J Sainsbury, Britain’s second largest supermarket chain, revealed strong Q3 trading results earlier today [Monday] and a profitable turnaround in its Christmas sales growth.
A warning went out to a fifth of the chain’s store managers however – as a review of the company’s operations is being initiated on a “sooner rather than later” basis.
Q3 strong as expected
For the 12 weeks to 5 January 2002, Sir Peter Davis, Sainsbury CEO, reported: “This is the fourth quarter of increasingly strong like-for-like sales growth in the UK and the third consecutive quarter of like-for-like sales of 6.0% or more.
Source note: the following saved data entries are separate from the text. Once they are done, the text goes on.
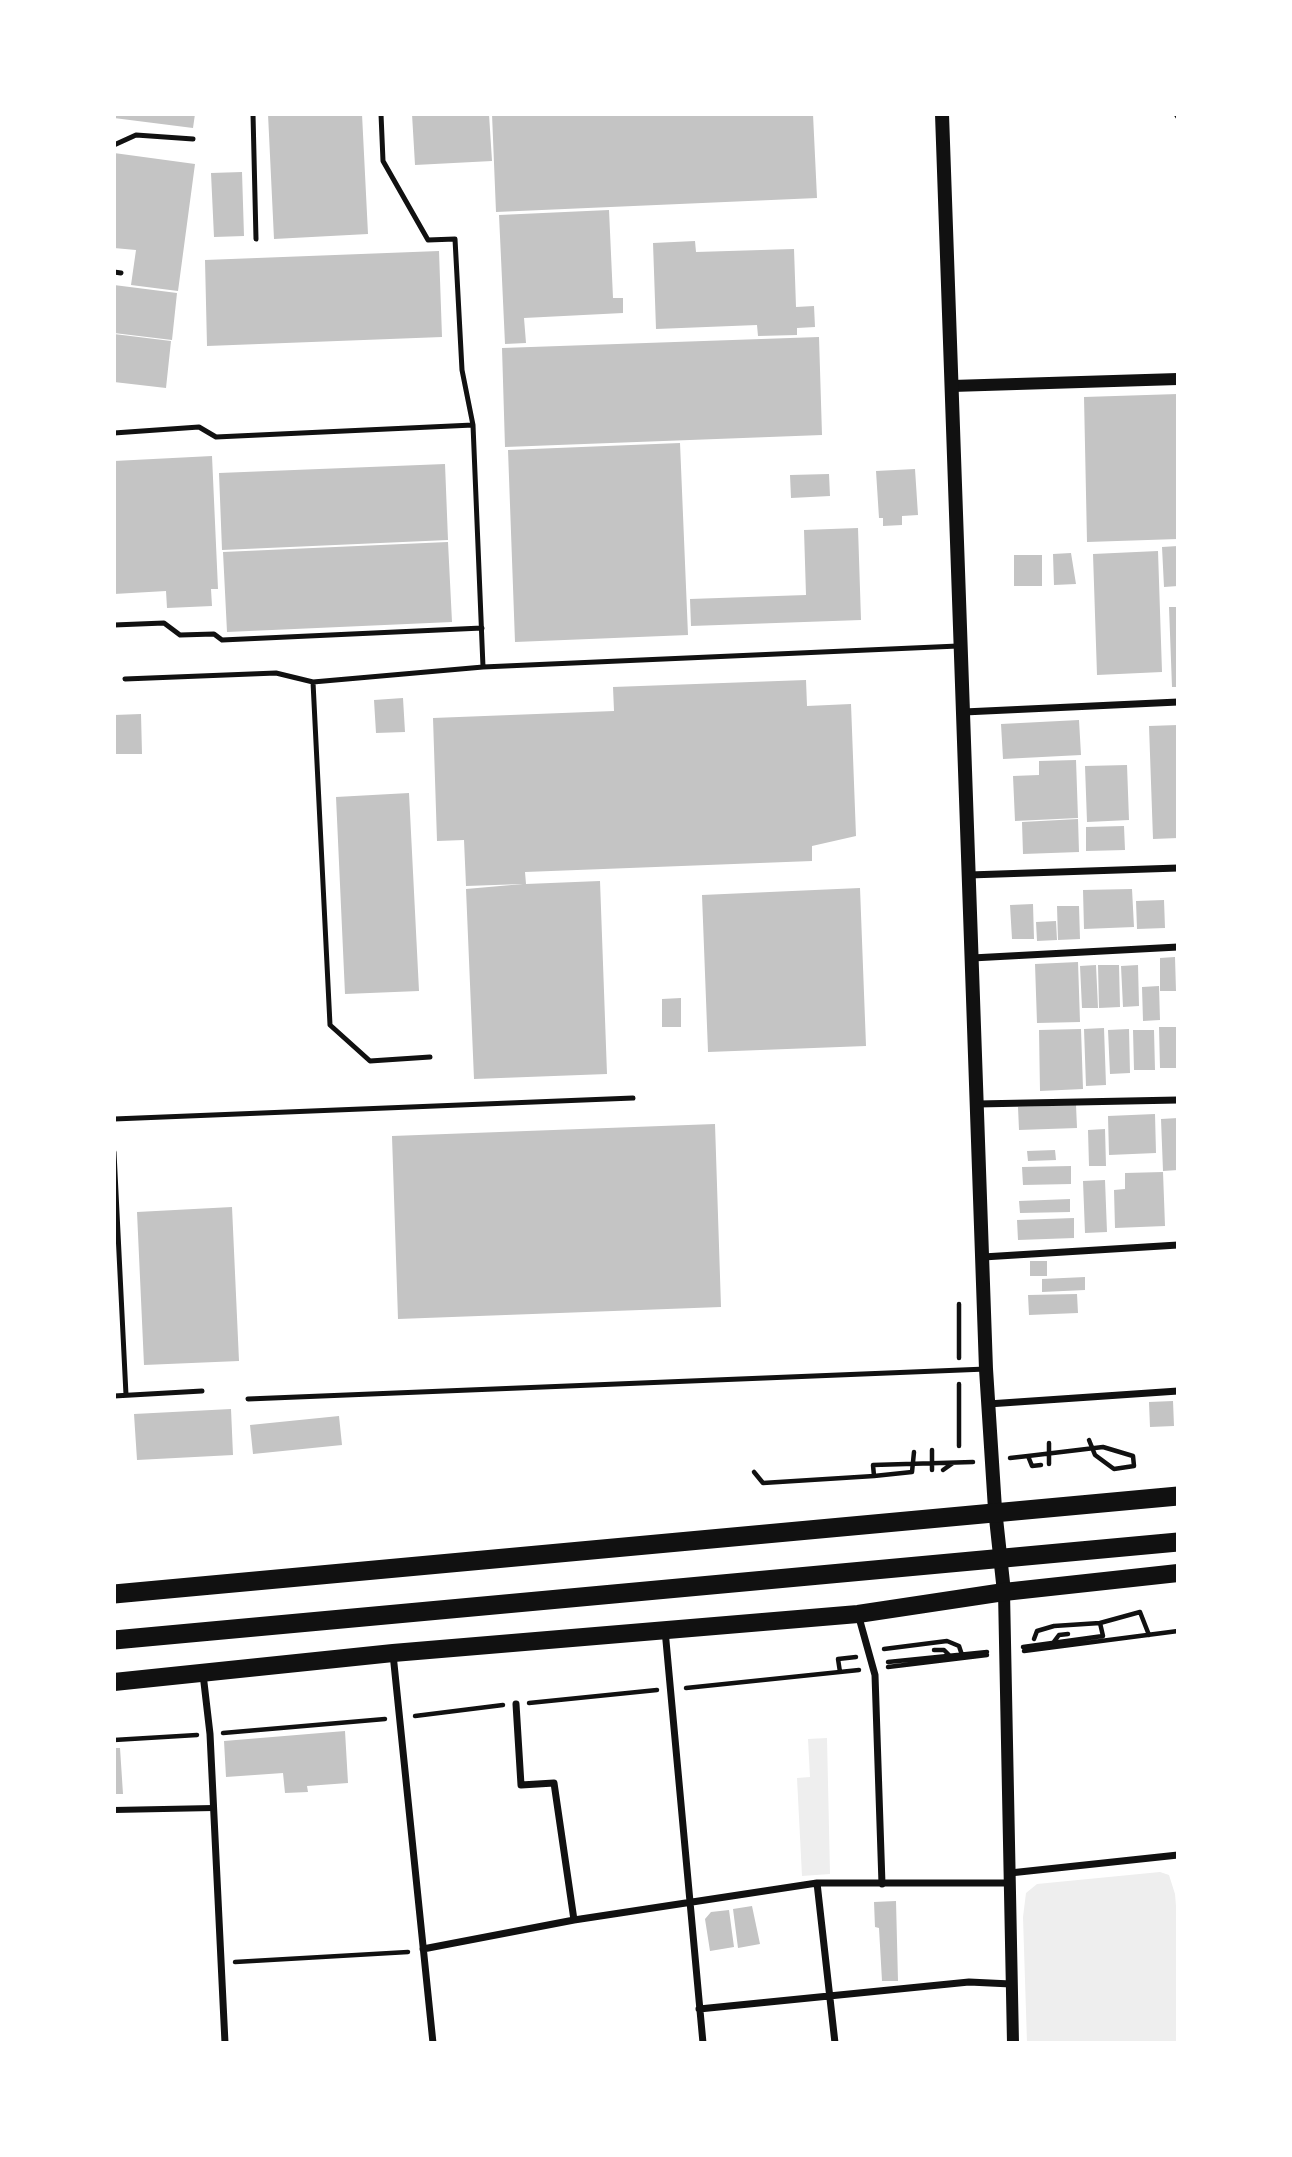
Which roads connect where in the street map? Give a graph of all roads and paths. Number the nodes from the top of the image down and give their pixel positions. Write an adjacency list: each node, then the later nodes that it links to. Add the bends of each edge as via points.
1 (253, 114): 6 (lane)
2 (381, 114): 11 (lane, via 383,161 428,240 455,239 462,370)
3 (942, 114): 10 (main road)
4 (192, 139): 5 (lane, via 136,135)
5 (114, 145)
6 (256, 239)
7 (114, 272): 8 (lane)
8 (121, 273)
9 (1178, 379): 10 (street)
10 (952, 386): 15 (main road)
11 (474, 425): 12 (lane, via 216,437 199,427); 14 (lane)
12 (114, 433)
13 (114, 625): 14 (lane, via 164,623 180,635 214,634 222,640)
14 (481, 628): 16 (lane)
15 (962, 646): 16 (lane); 20 (main road)
16 (483, 667): 18 (lane)
17 (125, 679): 18 (lane, via 276,673)
18 (313, 682): 25 (lane, via 330,1025 370,1061)
19 (1178, 702): 20 (street)
20 (964, 712): 22 (main road)
21 (1178, 867): 22 (street)
22 (969, 875): 24 (main road)
23 (1178, 947): 24 (street)
24 (972, 958): 28 (main road)
25 (430, 1057)
26 (633, 1098): 29 (lane)
27 (1178, 1100): 28 (street)
28 (977, 1104): 32 (main road)
29 (114, 1119)
30 (114, 1152): 36 (lane)
31 (1178, 1245): 32 (street)
32 (982, 1257): 33 (main road)
33 (985, 1369): 38 (lane); 39 (main road)
34 (202, 1391): 36 (lane)
35 (1178, 1391): 39 (street)
36 (126, 1395): 37 (lane)
37 (114, 1396)
38 (248, 1399)
39 (988, 1404): 55 (main road)
40 (1089, 1440): 44 (path, via 1095,1455 1114,1469 1134,1466 1133,1457 1103,1447)
41 (1049, 1443): 49 (path)
42 (932, 1450): 50 (path)
43 (914, 1452): 53 (path, via 912,1472)
44 (1028, 1455): 45 (path); 48 (path, via 1032,1466)
45 (1005, 1458)
46 (983, 1461): 47 (path)
47 (954, 1462): 51 (path); 53 (path, via 873,1465)
48 (1041, 1465)
49 (1049, 1465)
50 (932, 1470)
51 (943, 1470)
52 (754, 1472): 53 (path, via 763,1483)
53 (874, 1476)
54 (1178, 1494): 55 (highway); 58 (highway)
55 (995, 1509): 58 (highway); 59 (main road)
56 (1178, 1542): 68 (highway)
57 (1178, 1573): 59 (highway)
58 (114, 1592)
59 (1004, 1592): 60 (highway); 72 (street)
60 (858, 1614): 62 (highway); 77 (street)
61 (1100, 1623): 65 (path, via 1140,1612)
62 (665, 1630): 71 (highway); 81 (street)
63 (1037, 1631): 67 (path)
64 (1178, 1631): 65 (path)
65 (1149, 1635): 72 (path)
66 (1069, 1638): 69 (path, via 1059,1635)
67 (1034, 1639)
68 (114, 1640)
69 (1053, 1643)
70 (959, 1646): 76 (path)
71 (393, 1653): 79 (highway); 83 (street)
72 (1006, 1653): 76 (path); 89 (street)
73 (950, 1656): 75 (path, via 944,1650 934,1651)
74 (838, 1658): 78 (path)
75 (935, 1658)
76 (964, 1658): 77 (path)
77 (873, 1669): 78 (path); 91 (street)
78 (840, 1672): 81 (path)
79 (203, 1673): 80 (highway); 84 (street)
80 (114, 1682)
81 (672, 1689): 82 (path); 92 (street)
82 (516, 1704): 83 (path); 93 (street, via 521,1784 554,1783)
83 (399, 1718): 84 (path); 94 (street)
84 (210, 1734): 85 (path); 86 (street)
85 (114, 1740)
86 (214, 1808): 87 (street); 95 (street)
87 (114, 1810)
88 (1178, 1855): 89 (street)
89 (1010, 1878): 91 (street); 96 (street)
90 (817, 1883): 91 (street); 92 (street); 97 (street)
91 (882, 1884)
92 (689, 1905): 93 (street); 98 (street)
93 (575, 1920): 94 (street)
94 (423, 1950): 95 (path); 100 (street)
95 (221, 1962): 99 (street)
96 (1011, 1984): 97 (street, via 969,1982); 103 (street)
97 (832, 1995): 98 (street); 102 (street)
98 (699, 2009): 101 (street)
99 (225, 2043)
100 (433, 2043)
101 (703, 2043)
102 (835, 2043)
103 (1013, 2043)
This is a very significant improvement over the 0.6% achieved in the same three quarters last year.”
“We’ve seen continued growth in customer visits and increasing average spend,” he added.
The chain met forecasts of strong sales during Q3, with like-for-like sales at the chain’s 450 stores up 1.5%. For the year to date, meanwhile, total sales, excluding petrol, were up 7.4% and like-for-like sales growth on the same basis was up 6.4%. The recent fall in fuel prices dampened sales growth across the industry, but it is not thought to have a major impact on group profits – the consumer boom is continuing despite the continuing increase in prices.
During the quarter, good progress was made on the store reinvigoration programme, with 16 stores refurbished and 11 stores extended, and at its US Shaw’s operations the systems and supply chain implementation is going well. Shaw’s actually reported weaker underlying sales growth of 1.6% but Sainsbury blamed poor weather and softer demand across the industry.
For the first time in seven years, Davis was able to tell reporters that he was delighted to be gaining market share from sector leader Tesco: “Sainsbury had taken customers from Tesco for the first time in seven years. In each quarter we’ve reduced their take from us. I think it’s quite significant that we’ve stopped losing share and we’re seeing net gains from Tesco.”
Furthermore, it was a record Christmas and New Year trading period for the chain, with like-for-like sales up 6.8% excluding petrol for 6 weeks to 5 January, heralding a turnaround after last year’s disappointing festive season.
Davis said: “We had a strong Christmas and New Year trading period, with our extended Christmas range selling well across the estate. Improved planning, better systems and the hard work of our colleagues delivered consistently high availability nationwide. Record volumes were delivered into stores on peak days over the festive period, allowing us to keep customers well supplied throughout.
“In total we had 131 stores reinvigorated at Christmas, compared to 31 stores at Christmas 2000 and we continue to see strong sales uplifts.”
“We’re very encouraged by these results, which give us confidence that we are on track to fulfil the targets we have set ourselves this year and to deliver a sustainable recovery of the business.”
Analysts responded to the news with caution, however, with many pointing out that the exceptionally strong sales growth witnessed by the sector as a whole will not last much longer. Many investors have been banking profits as the competition heats up in January.
Andrew Kasoulis, with Credit Suisse First Boston, told Reuters: “The honeymoon is over for Sainsbury’s […] It’s all about what happens next…That is the real test.”
Davis acknowledged: “It will be more difficult with the (tougher) comparables starting to kick in, but we’re confident we’ll maintain a good rate of growth.”
Store managers review
As it enters 2002, Sainsbury is stepping up a nationwide review of operations as part of Davis’ three-year recovery plan for the chain, implemented last April. When he took on the CEO role of the beleaguered chain in March 2000, he promised to deliver annual savings of £150m (US$217m) and a closing of the market gulf with Tesco.
In particular, the review will directly affect about 100 store managers, who heard last week that an unfavourable review of their competence and their store’s performance could lead to redundancy, early retirement or close supervision. According to reports, the managers initially thought they were attending a conference designed to update them on the company’s “Delivering Great Service” campaign – but were soon split into two groups to receive warnings on performance of differing severity.
The Observer reported yesterday [Sunday] that Sainsbury’s has already employed head hunters to recruit replacements, but while the group has admitted that some store managers were a cause for concern, it played down the importance of the meeting. Davis maintained that there is “nothing like 100 jobs under threat.”
A spokesperson meanwhile told the Financial Times: “We want to ensure that we have the very best store managers to fulfil customer requirements. This is just part of the transformation process.”
“The success of any store is very much dependent on the manager’s capability.”
Stuart Mitchell, head of Sainsbury’s Supermarkets’ trading, retail and supply chain divisions, will supervise the review.